Soon after his arrival in Africa, Leader Stirling saw the need and opportunity for nurse training in Tanzania. In 1935 there would be usually only one doctor and one to two nurses per hospital, all imported, except on the big centres. There were already 4 schools in the country to train "dispensers", now called medical assistants, but no nursing schools. The challenge to training nurses was that local school heads would hold onto their brightest students, encouraging them to go into teacher-training, under the impression that teaching was the only honourable occupation for an African woman.

It was with the help of an experienced British nurse, Miss May Bell, that he started a nursing school in Lulindi, which was in later years transferred to Masasi and was still running in 1987, when he published the book. Mrs. Thekla Mchauru was the first woman to complete the course, qualifying in 1940 and becoming a registered nurse, the first Tanganyikan woman to do so. Miss May Bell and Leader Stirling's syllabus, based on the British model, was later adopted by the government and implemented all over the country's nursing schools.

At Mnero Leader Stirling also got involved in nurse training. Soon after the Mnero Hospital was built in the early 1950s, the Bishop gave him orders to start a new male nursing school. In 1959 they switched their training to Rural Medical Aids since there was a higher shortage of those professionals and, thus, became one of the only two Rural Medical Aids School in the country along with a governmental one.

==Scouting==

Leader Stirling started his long career in Scouting at the age of 11. After some years off, he got back to it in medical school when he first assisted and then led one of the two troops of Toynbee Hall. He also started a new troop while working in private practice in South London.

In 1937 he helped Scout Commissioner George Tibbatts, also an English missionary, to establish the first Scout group in Southern Tanzania. However, since the Commissioner had to return to England after breaking his leg and this group was based 20 miles away, Leader Stirling discontinued the group. It was only in 1939 when Stirling was able to found his first Rover Scouts crew, based in Lulindi. After the success of this group he was invited to open another one in Luatala and with the growing interest in scouting in the region he eventually had to organise an informal Scoutmastership training event so as to train enough Scout Masters to lead troops. In 1941 the region had already around a dozen troops of Scouts and a district rally was promoted by Leader Stirling, which was attended by 124 out of the 132 scouts then registered. In 1947 the rally, now an annual event, attracted 300 scouts.
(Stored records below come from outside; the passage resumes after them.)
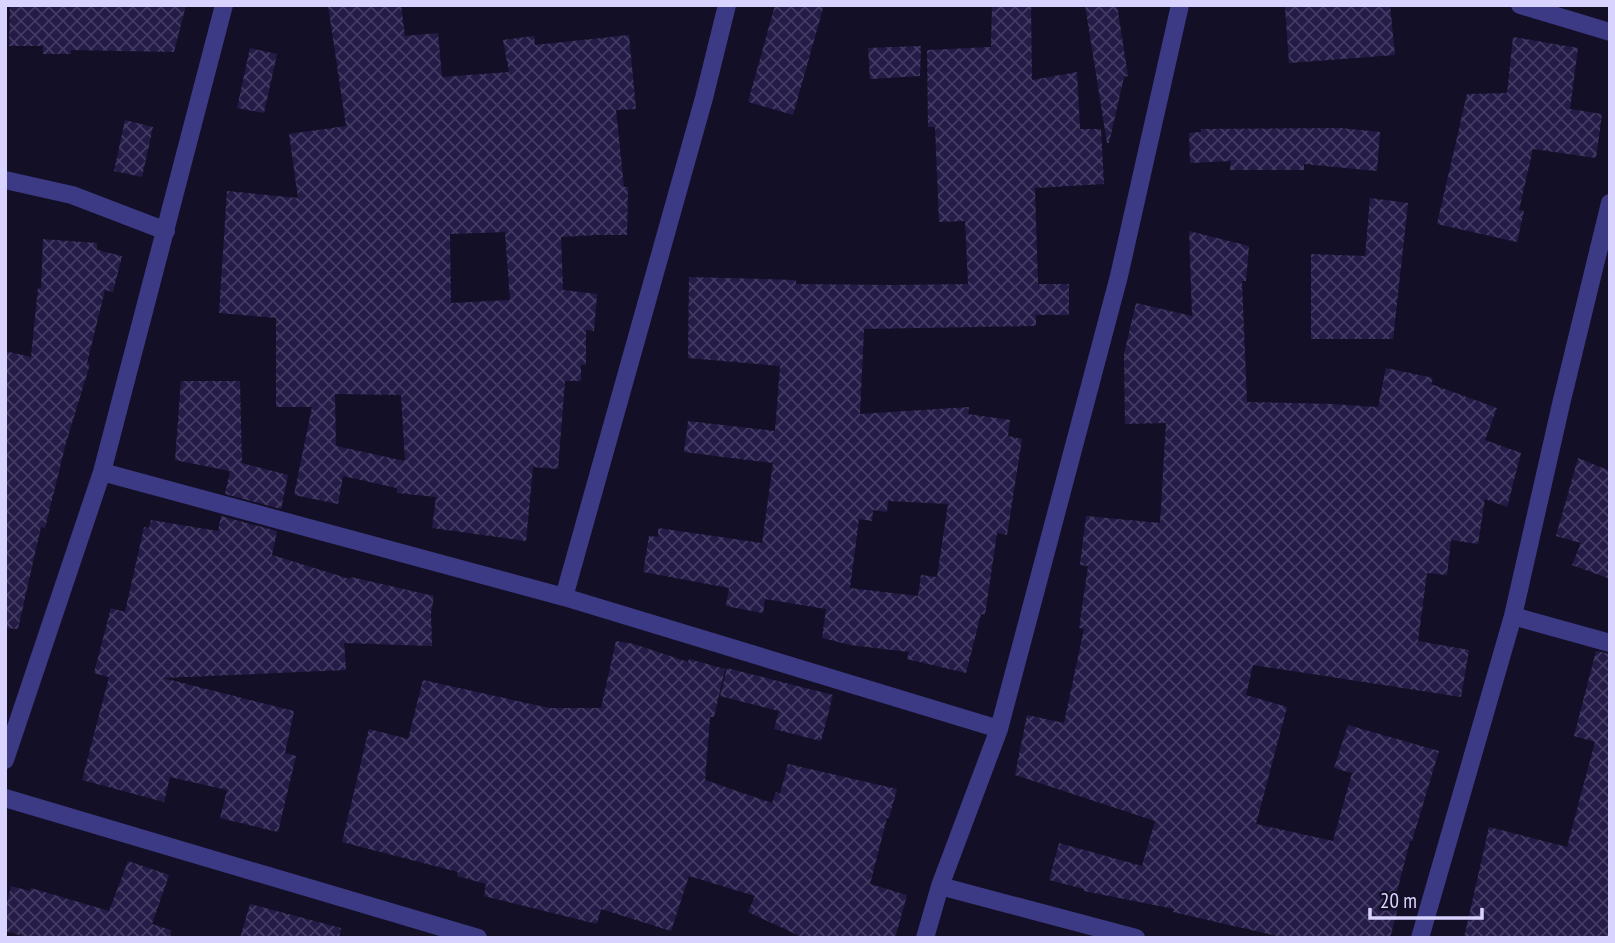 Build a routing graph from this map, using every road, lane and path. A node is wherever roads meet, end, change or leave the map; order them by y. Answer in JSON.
{"nodes":[{"id":1,"x":224,"y":5,"type":"edge"},
{"id":2,"x":727,"y":5,"type":"edge"},
{"id":3,"x":1180,"y":5,"type":"edge"},
{"id":4,"x":1520,"y":5,"type":"edge"},
{"id":5,"x":1610,"y":32,"type":"edge"},
{"id":6,"x":5,"y":180,"type":"edge"},
{"id":7,"x":1610,"y":204,"type":"edge"},
{"id":8,"x":166,"y":231,"type":"junction"},
{"id":9,"x":102,"y":472,"type":"junction"},
{"id":10,"x":564,"y":597,"type":"junction"},
{"id":11,"x":1514,"y":616,"type":"junction"},
{"id":12,"x":1610,"y":643,"type":"edge"},
{"id":13,"x":999,"y":729,"type":"junction"},
{"id":14,"x":5,"y":760,"type":"edge"},
{"id":15,"x":5,"y":798,"type":"edge"},
{"id":16,"x":940,"y":886,"type":"junction"},
{"id":17,"x":478,"y":938,"type":"edge"},
{"id":18,"x":925,"y":938,"type":"edge"},
{"id":19,"x":1136,"y":938,"type":"edge"},
{"id":20,"x":1420,"y":938,"type":"edge"}],
"edges":[{"from":1,"to":8,"type":"street"},
{"from":2,"to":10,"type":"street"},
{"from":3,"to":13,"type":"street"},
{"from":4,"to":5,"type":"street"},
{"from":6,"to":8,"type":"street"},
{"from":7,"to":11,"type":"street"},
{"from":8,"to":9,"type":"street"},
{"from":9,"to":10,"type":"street"},
{"from":9,"to":14,"type":"street"},
{"from":10,"to":13,"type":"street"},
{"from":11,"to":12,"type":"street"},
{"from":11,"to":20,"type":"street"},
{"from":13,"to":16,"type":"street"},
{"from":15,"to":17,"type":"street"},
{"from":16,"to":18,"type":"street"},
{"from":16,"to":19,"type":"street"}]}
In 1948 he was appointed Commissioner for Training, spending the following 15 years training Scoutmasters for the whole country and in 1952 he ran his first Wood Badge course. Soon after the country's independence he was elected Chief Scout of Tanganyika, in 1962, and held this position for 10 more years.

He attended to the great Jubilee Jamboree of Scouting at Sutton Coldfield, England in 1957 with a group of 30 Tanzanians (Tanganyikans and Zanzibaris alike) where he met Queen Elizabeth II.

==Personal life==

Leader Stirling became a Tanzanian citizen following the country's independence, in 1961. This was also required by his Parliamentary position and meant he had to relinquish his British citizenship, for Tanzania did not allow dual nationality.

Soon afterwards he married his first wife Regina Haule, an African nurse, in 1963, while living in Mnero. They moved to Kibosho in 1964 and a year later his mother paid the couple a visit, at the age of 88, her first visit to Africa. Unfortunately his wife died in 1972 of septicaemia when the couple was living in Soni.

Not long after widowing, Leader Stirling married his second wife Anna Chilunda, an African nurse trained by his nursing school in Lulindi, but also a widow Princess. He became the stepfather of her 6 children.

Leader Stirling was a devout and involved Catholic. Besides his missionary work, always linked to a religious institution and inspired by his faith, he founded and held the Chair of the Tanzania Christian Association and was also advisor to the Christian Social Services Commission. He also mentions meeting with the Pope.